_PROBLEM STATEMENT:_ The data should be printed again, exactly.

== RECORDS FOR THE EXERCISE

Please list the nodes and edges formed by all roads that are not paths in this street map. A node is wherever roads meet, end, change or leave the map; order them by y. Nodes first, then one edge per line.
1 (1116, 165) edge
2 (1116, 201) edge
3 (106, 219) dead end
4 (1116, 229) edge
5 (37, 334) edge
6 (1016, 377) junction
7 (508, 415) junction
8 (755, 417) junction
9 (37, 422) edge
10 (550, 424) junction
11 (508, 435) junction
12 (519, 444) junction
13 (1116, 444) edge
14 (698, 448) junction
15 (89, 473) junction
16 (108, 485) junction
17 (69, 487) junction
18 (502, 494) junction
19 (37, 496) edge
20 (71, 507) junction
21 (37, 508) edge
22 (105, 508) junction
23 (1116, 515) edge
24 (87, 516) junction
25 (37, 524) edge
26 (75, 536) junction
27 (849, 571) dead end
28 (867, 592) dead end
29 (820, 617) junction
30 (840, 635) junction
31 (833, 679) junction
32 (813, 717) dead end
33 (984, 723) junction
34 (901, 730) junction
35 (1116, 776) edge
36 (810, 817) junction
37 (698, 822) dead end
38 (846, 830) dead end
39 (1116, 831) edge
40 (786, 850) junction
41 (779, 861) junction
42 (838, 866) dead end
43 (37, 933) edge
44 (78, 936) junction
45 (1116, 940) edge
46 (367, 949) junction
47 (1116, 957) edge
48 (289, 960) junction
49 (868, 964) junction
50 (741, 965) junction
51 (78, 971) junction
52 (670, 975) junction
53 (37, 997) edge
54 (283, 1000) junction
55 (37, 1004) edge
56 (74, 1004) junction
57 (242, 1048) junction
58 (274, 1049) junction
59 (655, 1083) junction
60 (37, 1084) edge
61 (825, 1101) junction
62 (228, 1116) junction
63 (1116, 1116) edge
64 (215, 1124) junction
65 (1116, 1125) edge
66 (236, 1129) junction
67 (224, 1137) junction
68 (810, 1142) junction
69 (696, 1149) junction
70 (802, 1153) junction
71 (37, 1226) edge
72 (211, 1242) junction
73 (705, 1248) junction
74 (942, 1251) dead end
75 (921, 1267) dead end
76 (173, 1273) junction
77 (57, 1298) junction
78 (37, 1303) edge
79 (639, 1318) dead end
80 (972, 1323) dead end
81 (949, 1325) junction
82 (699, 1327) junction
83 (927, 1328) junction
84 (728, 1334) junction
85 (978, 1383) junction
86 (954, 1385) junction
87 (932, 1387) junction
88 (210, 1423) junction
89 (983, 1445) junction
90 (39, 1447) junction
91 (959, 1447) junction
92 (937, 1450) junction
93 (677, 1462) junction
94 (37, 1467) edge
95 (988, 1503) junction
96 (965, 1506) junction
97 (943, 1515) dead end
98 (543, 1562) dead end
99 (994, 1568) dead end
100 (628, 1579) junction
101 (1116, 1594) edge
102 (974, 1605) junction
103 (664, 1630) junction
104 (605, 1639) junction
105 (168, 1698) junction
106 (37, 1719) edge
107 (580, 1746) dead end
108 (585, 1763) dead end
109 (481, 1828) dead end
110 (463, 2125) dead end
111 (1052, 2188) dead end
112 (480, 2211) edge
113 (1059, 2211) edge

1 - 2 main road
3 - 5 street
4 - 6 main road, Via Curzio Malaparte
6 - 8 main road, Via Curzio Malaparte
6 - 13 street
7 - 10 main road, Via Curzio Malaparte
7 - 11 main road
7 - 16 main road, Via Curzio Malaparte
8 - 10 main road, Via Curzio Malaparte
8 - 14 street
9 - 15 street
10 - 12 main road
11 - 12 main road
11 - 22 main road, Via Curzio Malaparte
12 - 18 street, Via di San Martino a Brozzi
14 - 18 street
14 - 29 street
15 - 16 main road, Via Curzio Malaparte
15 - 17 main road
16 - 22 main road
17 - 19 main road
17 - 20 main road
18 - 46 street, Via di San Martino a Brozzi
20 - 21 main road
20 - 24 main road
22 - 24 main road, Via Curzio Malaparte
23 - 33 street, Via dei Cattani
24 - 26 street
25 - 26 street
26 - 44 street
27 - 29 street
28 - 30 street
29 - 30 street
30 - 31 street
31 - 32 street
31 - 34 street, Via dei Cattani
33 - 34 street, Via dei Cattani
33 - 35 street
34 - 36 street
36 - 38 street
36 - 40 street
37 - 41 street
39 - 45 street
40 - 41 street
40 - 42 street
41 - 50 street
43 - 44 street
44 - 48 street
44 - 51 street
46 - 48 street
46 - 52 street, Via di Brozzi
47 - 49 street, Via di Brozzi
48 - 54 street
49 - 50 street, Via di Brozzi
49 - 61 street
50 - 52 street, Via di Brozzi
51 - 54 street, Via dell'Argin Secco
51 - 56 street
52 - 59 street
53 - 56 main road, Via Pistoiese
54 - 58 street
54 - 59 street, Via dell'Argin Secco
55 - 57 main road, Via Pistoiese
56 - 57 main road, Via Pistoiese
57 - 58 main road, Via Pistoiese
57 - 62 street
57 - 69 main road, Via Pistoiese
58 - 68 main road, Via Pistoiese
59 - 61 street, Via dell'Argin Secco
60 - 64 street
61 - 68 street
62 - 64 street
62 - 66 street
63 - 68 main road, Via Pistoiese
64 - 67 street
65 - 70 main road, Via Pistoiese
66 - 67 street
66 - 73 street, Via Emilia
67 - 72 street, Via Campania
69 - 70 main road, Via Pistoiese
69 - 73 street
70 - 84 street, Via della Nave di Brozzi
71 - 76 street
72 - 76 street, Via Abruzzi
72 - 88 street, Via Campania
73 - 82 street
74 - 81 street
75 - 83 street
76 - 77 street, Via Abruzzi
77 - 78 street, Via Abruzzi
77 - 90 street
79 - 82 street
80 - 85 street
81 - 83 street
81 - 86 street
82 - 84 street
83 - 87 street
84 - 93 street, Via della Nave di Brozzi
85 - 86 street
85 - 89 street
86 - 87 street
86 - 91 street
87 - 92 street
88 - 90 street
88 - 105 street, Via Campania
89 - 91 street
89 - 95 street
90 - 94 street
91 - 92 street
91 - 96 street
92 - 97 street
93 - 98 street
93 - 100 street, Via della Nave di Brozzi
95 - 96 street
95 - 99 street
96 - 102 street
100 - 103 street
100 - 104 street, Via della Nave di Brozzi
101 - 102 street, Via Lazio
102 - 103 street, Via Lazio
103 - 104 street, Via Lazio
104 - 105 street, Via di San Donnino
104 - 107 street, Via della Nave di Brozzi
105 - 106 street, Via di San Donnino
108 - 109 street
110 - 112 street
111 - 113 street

====

_YOUR SOLUTION:_
Please list the nodes and edges formed by all roads that are not paths in this street map. A node is wherever roads meet, end, change or leave the map; order them by y. Nodes first, then one edge per line.
1 (1116, 165) edge
2 (1116, 201) edge
3 (106, 219) dead end
4 (1116, 229) edge
5 (37, 334) edge
6 (1016, 377) junction
7 (508, 415) junction
8 (755, 417) junction
9 (37, 422) edge
10 (550, 424) junction
11 (508, 435) junction
12 (519, 444) junction
13 (1116, 444) edge
14 (698, 448) junction
15 (89, 473) junction
16 (108, 485) junction
17 (69, 487) junction
18 (502, 494) junction
19 (37, 496) edge
20 (71, 507) junction
21 (37, 508) edge
22 (105, 508) junction
23 (1116, 515) edge
24 (87, 516) junction
25 (37, 524) edge
26 (75, 536) junction
27 (849, 571) dead end
28 (867, 592) dead end
29 (820, 617) junction
30 (840, 635) junction
31 (833, 679) junction
32 (813, 717) dead end
33 (984, 723) junction
34 (901, 730) junction
35 (1116, 776) edge
36 (810, 817) junction
37 (698, 822) dead end
38 (846, 830) dead end
39 (1116, 831) edge
40 (786, 850) junction
41 (779, 861) junction
42 (838, 866) dead end
43 (37, 933) edge
44 (78, 936) junction
45 (1116, 940) edge
46 (367, 949) junction
47 (1116, 957) edge
48 (289, 960) junction
49 (868, 964) junction
50 (741, 965) junction
51 (78, 971) junction
52 (670, 975) junction
53 (37, 997) edge
54 (283, 1000) junction
55 (37, 1004) edge
56 (74, 1004) junction
57 (242, 1048) junction
58 (274, 1049) junction
59 (655, 1083) junction
60 (37, 1084) edge
61 (825, 1101) junction
62 (228, 1116) junction
63 (1116, 1116) edge
64 (215, 1124) junction
65 (1116, 1125) edge
66 (236, 1129) junction
67 (224, 1137) junction
68 (810, 1142) junction
69 (696, 1149) junction
70 (802, 1153) junction
71 (37, 1226) edge
72 (211, 1242) junction
73 (705, 1248) junction
74 (942, 1251) dead end
75 (921, 1267) dead end
76 (173, 1273) junction
77 (57, 1298) junction
78 (37, 1303) edge
79 (639, 1318) dead end
80 (972, 1323) dead end
81 (949, 1325) junction
82 (699, 1327) junction
83 (927, 1328) junction
84 (728, 1334) junction
85 (978, 1383) junction
86 (954, 1385) junction
87 (932, 1387) junction
88 (210, 1423) junction
89 (983, 1445) junction
90 (39, 1447) junction
91 (959, 1447) junction
92 (937, 1450) junction
93 (677, 1462) junction
94 (37, 1467) edge
95 (988, 1503) junction
96 (965, 1506) junction
97 (943, 1515) dead end
98 (543, 1562) dead end
99 (994, 1568) dead end
100 (628, 1579) junction
101 (1116, 1594) edge
102 (974, 1605) junction
103 (664, 1630) junction
104 (605, 1639) junction
105 (168, 1698) junction
106 (37, 1719) edge
107 (580, 1746) dead end
108 (585, 1763) dead end
109 (481, 1828) dead end
110 (463, 2125) dead end
111 (1052, 2188) dead end
112 (480, 2211) edge
113 (1059, 2211) edge

1 - 2 main road
3 - 5 street
4 - 6 main road, Via Curzio Malaparte
6 - 8 main road, Via Curzio Malaparte
6 - 13 street
7 - 10 main road, Via Curzio Malaparte
7 - 11 main road
7 - 16 main road, Via Curzio Malaparte
8 - 10 main road, Via Curzio Malaparte
8 - 14 street
9 - 15 street
10 - 12 main road
11 - 12 main road
11 - 22 main road, Via Curzio Malaparte
12 - 18 street, Via di San Martino a Brozzi
14 - 18 street
14 - 29 street
15 - 16 main road, Via Curzio Malaparte
15 - 17 main road
16 - 22 main road
17 - 19 main road
17 - 20 main road
18 - 46 street, Via di San Martino a Brozzi
20 - 21 main road
20 - 24 main road
22 - 24 main road, Via Curzio Malaparte
23 - 33 street, Via dei Cattani
24 - 26 street
25 - 26 street
26 - 44 street
27 - 29 street
28 - 30 street
29 - 30 street
30 - 31 street
31 - 32 street
31 - 34 street, Via dei Cattani
33 - 34 street, Via dei Cattani
33 - 35 street
34 - 36 street
36 - 38 street
36 - 40 street
37 - 41 street
39 - 45 street
40 - 41 street
40 - 42 street
41 - 50 street
43 - 44 street
44 - 48 street
44 - 51 street
46 - 48 street
46 - 52 street, Via di Brozzi
47 - 49 street, Via di Brozzi
48 - 54 street
49 - 50 street, Via di Brozzi
49 - 61 street
50 - 52 street, Via di Brozzi
51 - 54 street, Via dell'Argin Secco
51 - 56 street
52 - 59 street
53 - 56 main road, Via Pistoiese
54 - 58 street
54 - 59 street, Via dell'Argin Secco
55 - 57 main road, Via Pistoiese
56 - 57 main road, Via Pistoiese
57 - 58 main road, Via Pistoiese
57 - 62 street
57 - 69 main road, Via Pistoiese
58 - 68 main road, Via Pistoiese
59 - 61 street, Via dell'Argin Secco
60 - 64 street
61 - 68 street
62 - 64 street
62 - 66 street
63 - 68 main road, Via Pistoiese
64 - 67 street
65 - 70 main road, Via Pistoiese
66 - 67 street
66 - 73 street, Via Emilia
67 - 72 street, Via Campania
69 - 70 main road, Via Pistoiese
69 - 73 street
70 - 84 street, Via della Nave di Brozzi
71 - 76 street
72 - 76 street, Via Abruzzi
72 - 88 street, Via Campania
73 - 82 street
74 - 81 street
75 - 83 street
76 - 77 street, Via Abruzzi
77 - 78 street, Via Abruzzi
77 - 90 street
79 - 82 street
80 - 85 street
81 - 83 street
81 - 86 street
82 - 84 street
83 - 87 street
84 - 93 street, Via della Nave di Brozzi
85 - 86 street
85 - 89 street
86 - 87 street
86 - 91 street
87 - 92 street
88 - 90 street
88 - 105 street, Via Campania
89 - 91 street
89 - 95 street
90 - 94 street
91 - 92 street
91 - 96 street
92 - 97 street
93 - 98 street
93 - 100 street, Via della Nave di Brozzi
95 - 96 street
95 - 99 street
96 - 102 street
100 - 103 street
100 - 104 street, Via della Nave di Brozzi
101 - 102 street, Via Lazio
102 - 103 street, Via Lazio
103 - 104 street, Via Lazio
104 - 105 street, Via di San Donnino
104 - 107 street, Via della Nave di Brozzi
105 - 106 street, Via di San Donnino
108 - 109 street
110 - 112 street
111 - 113 street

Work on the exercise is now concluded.